[SPARK-17059][SQL] Allow FileFormat to specify partition pruning strategy #14649

a10y · 2016-08-15T16:00:24Z

What changes were proposed in this pull request?

Different FileFormat implementations may be able to make intelligent decisions about files that will need to be processed as part of a FileSourceScanExec based on the pushedFilters available. This PR implements a way to do that pluggably, with an implementation for Parquet that allows applying the summary metadata to prevent task creation.

This has a few performance benefits:

Reading of files is generally slow, especially for S3. In the current Parquet implementation the summary metadata is not used and so the footers are read directly. This can be very slow for large Parquet datasets, as even as of Hadoop 2.7 S3 reads will read the entire file by default (random reads are configurable only starting on 2.7 onwards, and is disabled by default)
Partitions that are found to contain no files can then be pruned out or coalesced depending on the FileFormat's implementation, allowing for fewer tasks being created.

How was this patch tested?

Existing tests and Spark Shell, plus unit test for the Parquet implementation.

SparkQA · 2016-08-15T21:50:59Z

Test build #3223 has finished for PR 14649 at commit 1a00d1f.

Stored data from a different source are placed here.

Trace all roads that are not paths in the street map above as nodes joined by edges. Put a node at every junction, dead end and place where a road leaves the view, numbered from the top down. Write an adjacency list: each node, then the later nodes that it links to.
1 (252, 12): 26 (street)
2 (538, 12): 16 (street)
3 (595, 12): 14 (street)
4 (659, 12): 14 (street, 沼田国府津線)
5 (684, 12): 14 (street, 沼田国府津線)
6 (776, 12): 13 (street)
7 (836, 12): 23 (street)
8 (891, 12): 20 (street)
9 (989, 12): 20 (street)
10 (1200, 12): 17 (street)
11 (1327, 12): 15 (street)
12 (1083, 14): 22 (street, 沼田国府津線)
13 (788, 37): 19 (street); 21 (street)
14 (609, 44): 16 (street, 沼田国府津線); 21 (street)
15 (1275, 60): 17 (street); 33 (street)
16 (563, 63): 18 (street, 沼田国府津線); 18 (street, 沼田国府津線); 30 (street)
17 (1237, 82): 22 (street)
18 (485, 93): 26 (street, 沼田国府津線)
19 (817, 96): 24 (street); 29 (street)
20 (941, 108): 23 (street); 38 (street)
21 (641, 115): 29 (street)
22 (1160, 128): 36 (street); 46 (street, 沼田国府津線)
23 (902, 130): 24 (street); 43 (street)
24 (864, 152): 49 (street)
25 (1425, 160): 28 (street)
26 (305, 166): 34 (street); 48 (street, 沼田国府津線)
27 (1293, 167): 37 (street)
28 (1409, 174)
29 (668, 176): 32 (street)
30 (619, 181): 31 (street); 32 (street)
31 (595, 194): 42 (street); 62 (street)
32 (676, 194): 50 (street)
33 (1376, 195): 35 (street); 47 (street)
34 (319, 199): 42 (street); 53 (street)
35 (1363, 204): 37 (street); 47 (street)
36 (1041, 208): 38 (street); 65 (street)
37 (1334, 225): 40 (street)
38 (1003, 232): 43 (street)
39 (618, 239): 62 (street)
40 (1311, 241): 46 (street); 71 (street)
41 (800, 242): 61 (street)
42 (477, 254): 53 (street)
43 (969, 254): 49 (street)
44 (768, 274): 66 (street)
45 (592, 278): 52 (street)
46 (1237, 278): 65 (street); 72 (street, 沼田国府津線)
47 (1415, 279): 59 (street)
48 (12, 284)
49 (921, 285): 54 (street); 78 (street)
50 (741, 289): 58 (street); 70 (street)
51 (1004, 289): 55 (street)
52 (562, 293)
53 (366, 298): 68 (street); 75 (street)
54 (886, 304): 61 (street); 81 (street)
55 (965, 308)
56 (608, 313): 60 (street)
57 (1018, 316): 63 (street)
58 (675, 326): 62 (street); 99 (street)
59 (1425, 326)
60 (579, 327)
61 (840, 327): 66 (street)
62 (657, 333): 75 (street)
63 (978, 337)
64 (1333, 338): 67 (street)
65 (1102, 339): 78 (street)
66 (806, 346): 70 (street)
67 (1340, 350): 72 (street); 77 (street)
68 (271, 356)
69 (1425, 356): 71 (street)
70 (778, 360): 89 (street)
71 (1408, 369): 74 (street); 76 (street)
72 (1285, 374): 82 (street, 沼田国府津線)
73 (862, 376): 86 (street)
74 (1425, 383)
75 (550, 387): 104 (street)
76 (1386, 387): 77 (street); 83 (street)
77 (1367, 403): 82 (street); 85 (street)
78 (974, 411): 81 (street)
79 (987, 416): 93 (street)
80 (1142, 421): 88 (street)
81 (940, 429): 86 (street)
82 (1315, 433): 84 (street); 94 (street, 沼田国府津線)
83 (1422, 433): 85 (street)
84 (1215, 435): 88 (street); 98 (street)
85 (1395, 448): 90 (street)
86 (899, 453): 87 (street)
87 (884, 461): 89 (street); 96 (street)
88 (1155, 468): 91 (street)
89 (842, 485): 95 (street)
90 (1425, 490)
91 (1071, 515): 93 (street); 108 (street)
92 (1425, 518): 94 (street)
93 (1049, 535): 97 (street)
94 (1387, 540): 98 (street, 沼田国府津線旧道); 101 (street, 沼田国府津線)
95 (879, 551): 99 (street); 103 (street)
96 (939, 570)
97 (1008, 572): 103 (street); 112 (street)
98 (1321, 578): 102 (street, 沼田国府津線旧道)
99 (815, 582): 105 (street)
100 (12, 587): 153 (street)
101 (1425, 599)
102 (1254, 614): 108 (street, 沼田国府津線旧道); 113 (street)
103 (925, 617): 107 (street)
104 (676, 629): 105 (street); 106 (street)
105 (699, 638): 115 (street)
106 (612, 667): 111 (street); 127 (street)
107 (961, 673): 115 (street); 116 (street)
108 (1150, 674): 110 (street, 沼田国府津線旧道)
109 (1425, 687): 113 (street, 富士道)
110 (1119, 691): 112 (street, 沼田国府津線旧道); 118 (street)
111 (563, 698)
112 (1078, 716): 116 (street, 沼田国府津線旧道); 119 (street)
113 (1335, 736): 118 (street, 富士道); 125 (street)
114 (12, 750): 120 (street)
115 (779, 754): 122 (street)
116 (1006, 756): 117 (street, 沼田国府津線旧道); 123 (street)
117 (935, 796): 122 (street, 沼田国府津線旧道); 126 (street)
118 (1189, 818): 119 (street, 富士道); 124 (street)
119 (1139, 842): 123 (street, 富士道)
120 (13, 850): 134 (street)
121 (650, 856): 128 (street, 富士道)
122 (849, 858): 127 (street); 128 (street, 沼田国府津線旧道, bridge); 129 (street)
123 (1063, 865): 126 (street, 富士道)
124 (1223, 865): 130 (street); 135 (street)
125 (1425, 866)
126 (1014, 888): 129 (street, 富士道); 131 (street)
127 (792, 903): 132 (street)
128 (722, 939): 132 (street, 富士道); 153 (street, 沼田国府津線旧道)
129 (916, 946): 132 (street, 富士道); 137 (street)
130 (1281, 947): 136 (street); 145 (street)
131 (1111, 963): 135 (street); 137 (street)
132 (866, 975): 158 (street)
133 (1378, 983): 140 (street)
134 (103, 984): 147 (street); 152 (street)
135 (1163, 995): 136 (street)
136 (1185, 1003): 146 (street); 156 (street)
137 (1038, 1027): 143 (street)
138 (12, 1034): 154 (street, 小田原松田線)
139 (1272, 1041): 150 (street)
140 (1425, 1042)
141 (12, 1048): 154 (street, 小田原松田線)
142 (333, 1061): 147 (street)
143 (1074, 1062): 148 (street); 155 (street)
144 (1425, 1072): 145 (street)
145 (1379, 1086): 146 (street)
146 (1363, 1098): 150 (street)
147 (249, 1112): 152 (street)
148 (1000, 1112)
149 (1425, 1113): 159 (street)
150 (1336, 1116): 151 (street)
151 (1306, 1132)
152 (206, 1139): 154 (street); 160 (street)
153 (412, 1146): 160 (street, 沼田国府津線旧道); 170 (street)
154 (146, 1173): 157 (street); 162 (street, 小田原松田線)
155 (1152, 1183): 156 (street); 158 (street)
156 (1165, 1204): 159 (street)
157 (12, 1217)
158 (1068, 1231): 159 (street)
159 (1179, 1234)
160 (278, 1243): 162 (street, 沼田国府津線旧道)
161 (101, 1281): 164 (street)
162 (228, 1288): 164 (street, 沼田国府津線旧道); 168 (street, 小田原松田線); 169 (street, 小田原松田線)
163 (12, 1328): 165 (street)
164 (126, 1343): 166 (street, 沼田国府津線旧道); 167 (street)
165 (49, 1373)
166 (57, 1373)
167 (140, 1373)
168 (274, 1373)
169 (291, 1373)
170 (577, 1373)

This patch fails Spark unit tests.
This patch merges cleanly.
This patch adds no public classes.

a10y · 2016-08-16T00:40:12Z

...re/src/test/scala/org/apache/spark/sql/execution/datasources/parquet/ParquetQuerySuite.scala

@@ -703,6 +703,16 @@ class ParquetQuerySuite extends QueryTest with ParquetTest with SharedSQLContext
      }
    }
  }
+
+  test("SPARK-17059: Allow Allow FileFormat to specify partition pruning strategy") {


Typo will fix

HyukjinKwon · 2016-08-16T03:53:20Z

Also, if my understanding is correct, we are picking up only single file to read footer (see ParquetFileFormat.scala#L217-L225) unless we merge schemas. So, it seems, due to this reason, writing _metadata or _common_metadata is disabled (See https://issues.apache.org/jira/browse/SPARK-15719).

a10y · 2016-08-16T09:02:41Z

Let me see if I can answer these in order:

So, if my understanding is correct, Parquet filters rowgroups in both normal reader and vectorized reader already (#13701). Is this doing the same thing in Spark-side?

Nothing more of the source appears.